Confartigianato punta sui giovani, in Piemonte previste più assunzioni di apprendisti

L'indagine trimestrale evidenzia un miglioramento dei dati, anche se restano negative le stime su produzione e nuovi ordini. Felici: "Serve intervento della politica"

apprendisti artigiani

Confartigianato punta sui giovani, previste più assunzioni di apprendisti

Nell'artigianato migliora andamento occupazionale: il saldo ha una significativa variazione positiva, da -6,72% al +0,46%, con più assunzioni di apprendisti (il saldo passa da -20,16% a -12,58%). Lo dice l'indagine trimestrale di Confartigianato Imprese Piemonte.

Le previsioni sulla produzione restano negative

Migliorano anche pur restando negative le previsioni relative alla produzione totale (da -10,62% a -3,57% e all'acquisizione di nuovi ordini (da -10,78% a -6,38%). Le previsioni di carnet ordini sufficienti per meno di 1 mese scendono dal 38,13% al 36,02%; quelle di carnet da uno a tre mesi salgono dal 39,38% al 42,55%; quelle di carnet superiore ai tre mesi diminuiscono dal 22,50% al 21,43%.
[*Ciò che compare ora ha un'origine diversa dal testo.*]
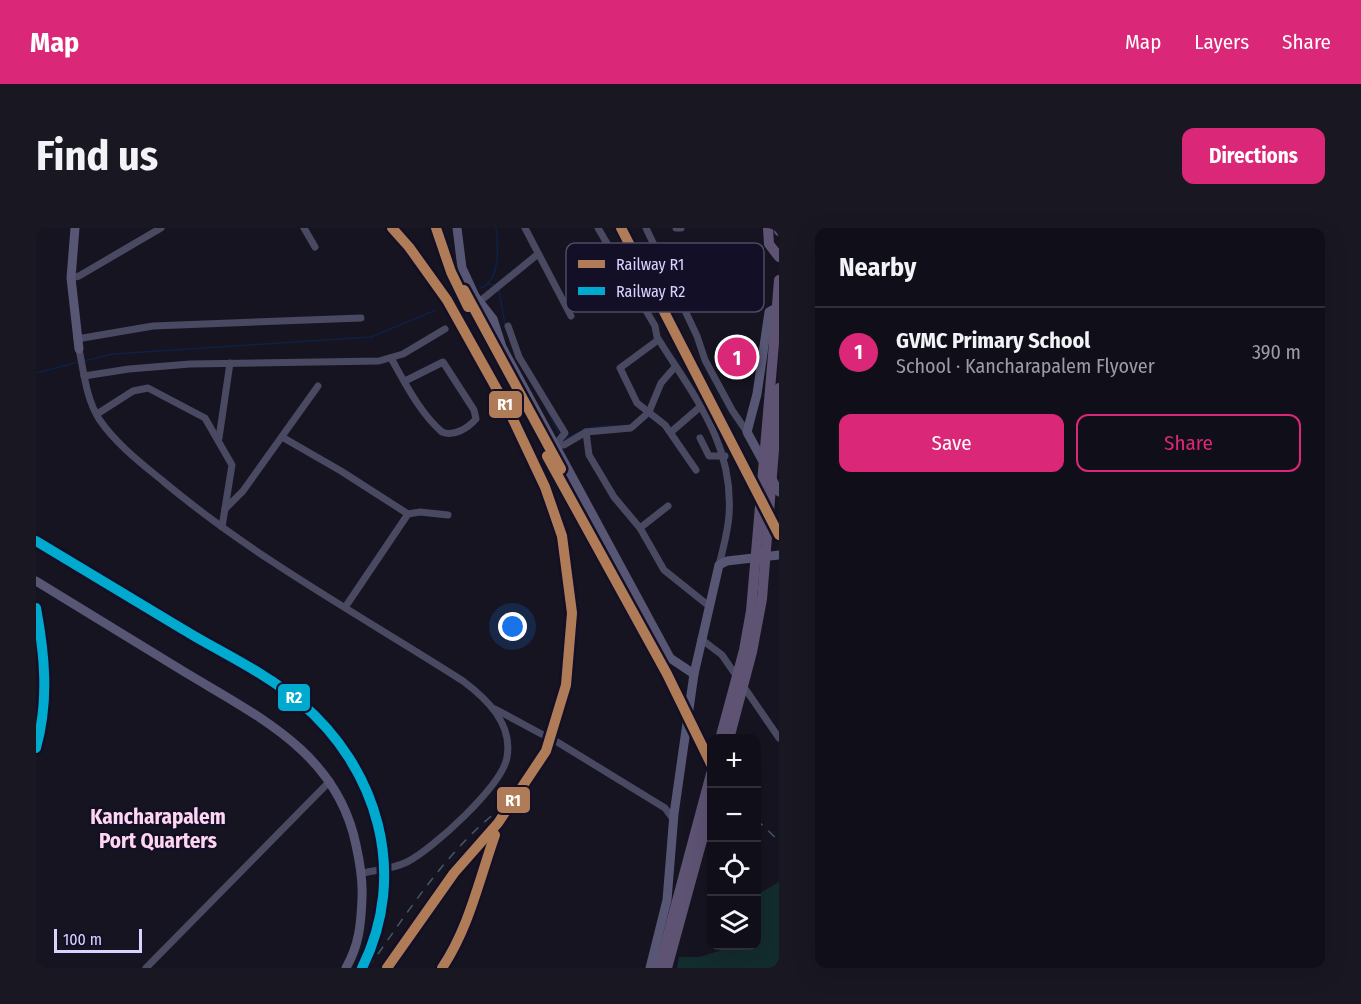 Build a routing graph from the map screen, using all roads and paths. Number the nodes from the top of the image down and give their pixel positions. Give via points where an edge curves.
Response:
1 (75, 228) edge
2 (162, 228) edge
3 (304, 228) edge
4 (457, 228) edge
5 (525, 228) edge
6 (598, 228) edge
7 (646, 228) edge
8 (676, 228) edge
9 (681, 228) edge
10 (768, 228) edge
11 (607, 243) edge
12 (653, 243) edge
13 (315, 247) dead end
14 (538, 254) junction
15 (779, 257) edge
16 (71, 278) junction
17 (779, 287) edge
18 (477, 299) junction
19 (566, 307) edge
20 (776, 308) junction
21 (569, 312) edge
22 (647, 312) edge
23 (686, 312) edge
24 (571, 316) dead end
25 (361, 318) dead end
26 (508, 326) dead end
27 (445, 329) dead end
28 (77, 339) junction
29 (658, 340) junction
30 (79, 349) joint
31 (391, 358) junction
32 (230, 363) junction
33 (676, 369) junction
34 (84, 373) junction
35 (405, 381) junction
36 (318, 386) dead end
37 (779, 388) edge
38 (700, 407) junction
39 (648, 411) junction
40 (97, 414) junction
41 (586, 432) junction
42 (671, 432) junction
43 (747, 432) junction
44 (282, 437) junction
45 (219, 438) junction
46 (699, 438) dead end
47 (557, 442) junction
48 (755, 446) junction
49 (725, 456) junction
50 (696, 470) dead end
51 (779, 470) edge
52 (779, 492) edge
53 (668, 506) dead end
54 (225, 509) junction
55 (408, 514) junction
56 (448, 516) dead end
57 (222, 527) junction
58 (640, 528) junction
59 (779, 555) edge
60 (719, 565) junction
61 (36, 581) edge
62 (346, 606) junction
63 (709, 606) junction
64 (701, 639) junction
65 (694, 674) junction
66 (495, 709) junction
67 (721, 734) edge
68 (730, 734) edge
69 (779, 738) edge
70 (330, 781) junction
71 (707, 785) edge
72 (675, 805) junction
73 (665, 808) junction
74 (673, 819) junction
75 (707, 819) edge
76 (362, 873) junction
77 (146, 968) edge
78 (346, 968) edge
79 (650, 968) edge
80 (659, 968) edge
81 (667, 968) edge

1 - 16 street
2 - 16 street
3 - 13 street
4 - 18 street via 459,258
5 - 14 street
6 - 11 street
7 - 12 street
8 - 9 street
10 - 15 main road via 769,244
14 - 18 street via 498,289
14 - 19 street
16 - 28 street
17 - 20 main road
18 - 47 street via 493,319 502,347
20 - 43 street via 770,309 768,316 758,394
20 - 67 main road, bridge via 753,596 744,651
21 - 24 street
22 - 29 street
23 - 43 street via 721,392
25 - 28 street via 153,326
26 - 47 street via 519,357 565,433
27 - 31 street
28 - 30 street
29 - 33 street
29 - 39 street via 620,368 634,398
30 - 34 street
31 - 32 street via 367,363
31 - 35 street
32 - 34 street
32 - 45 street
33 - 38 street
33 - 39 street via 661,383
34 - 40 street
35 - 35 street via 438,428 447,434 476,419 443,362
36 - 44 street
37 - 68 main road, bridge via 762,599
38 - 42 street
38 - 49 street
39 - 41 street via 631,428
39 - 42 street
40 - 45 street via 133,391 147,388 205,418
40 - 57 street via 143,465
41 - 47 street via 564,445
41 - 58 street via 589,455 614,497
42 - 50 street
43 - 48 street
44 - 54 street
44 - 55 street
45 - 54 street via 232,465
46 - 49 street via 709,456
47 - 65 street via 670,658
48 - 51 street
48 - 52 street
49 - 60 street via 729,514
53 - 58 street
54 - 57 street
55 - 56 street
55 - 62 street
57 - 62 street
58 - 63 street via 668,574
59 - 60 street
60 - 63 street
61 - 70 street via 270,725 308,753
62 - 66 street via 463,681
63 - 64 street
64 - 65 street
64 - 69 street via 722,655
65 - 72 street
66 - 73 street
66 - 76 street via 508,755 491,787 468,813 413,859 396,867
70 - 76 street via 347,814
70 - 77 street
71 - 80 main road
72 - 73 street
72 - 74 street
73 - 74 street
74 - 79 street via 667,900
75 - 81 main road
76 - 78 street via 359,941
Le proiezioni di investimenti per ampliamenti crescono dal 9,38% al 11,80%, quelle per sostituzioni si riducono leggermente dal 15,47% al 15,22%. Infine, gli intervistati che non hanno programmato investimenti diminuiscono dal 75,15% al 72,98%. "Nonostante le drammatiche difficoltà che sta affrontando il nostro Paese dalla terza indagine trimestrale emerge una strenua volontà di presidiare il lavoro, a dimostrazione dell'enorme forza morale e umana dei nostri imprenditori", commenta Giorgio Felici, presidente di Confartigianato Piemonte.
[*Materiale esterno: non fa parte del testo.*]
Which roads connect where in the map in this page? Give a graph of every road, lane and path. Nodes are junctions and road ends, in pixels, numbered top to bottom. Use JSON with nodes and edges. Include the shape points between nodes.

Felici: "Serve intervento della politica"

"E' comunque necessario sottolineare l'imperversare di gravissime problematiche - aggiunge Felici - che frenano l'intero comparto artigiano, tra cui un costante aumento dei prezzi, le difficoltà negli approvvigionamenti, oltre alle trappole fiscali e alla burocrazia folle. È evidente che le imprese abbiano l'intenzione e la voglia di ripartire, ma è altrettanto evidente che non si possa più rimandare la pianificazione di una politica industriale coerente e legata alle peculiarità del mercato italiano".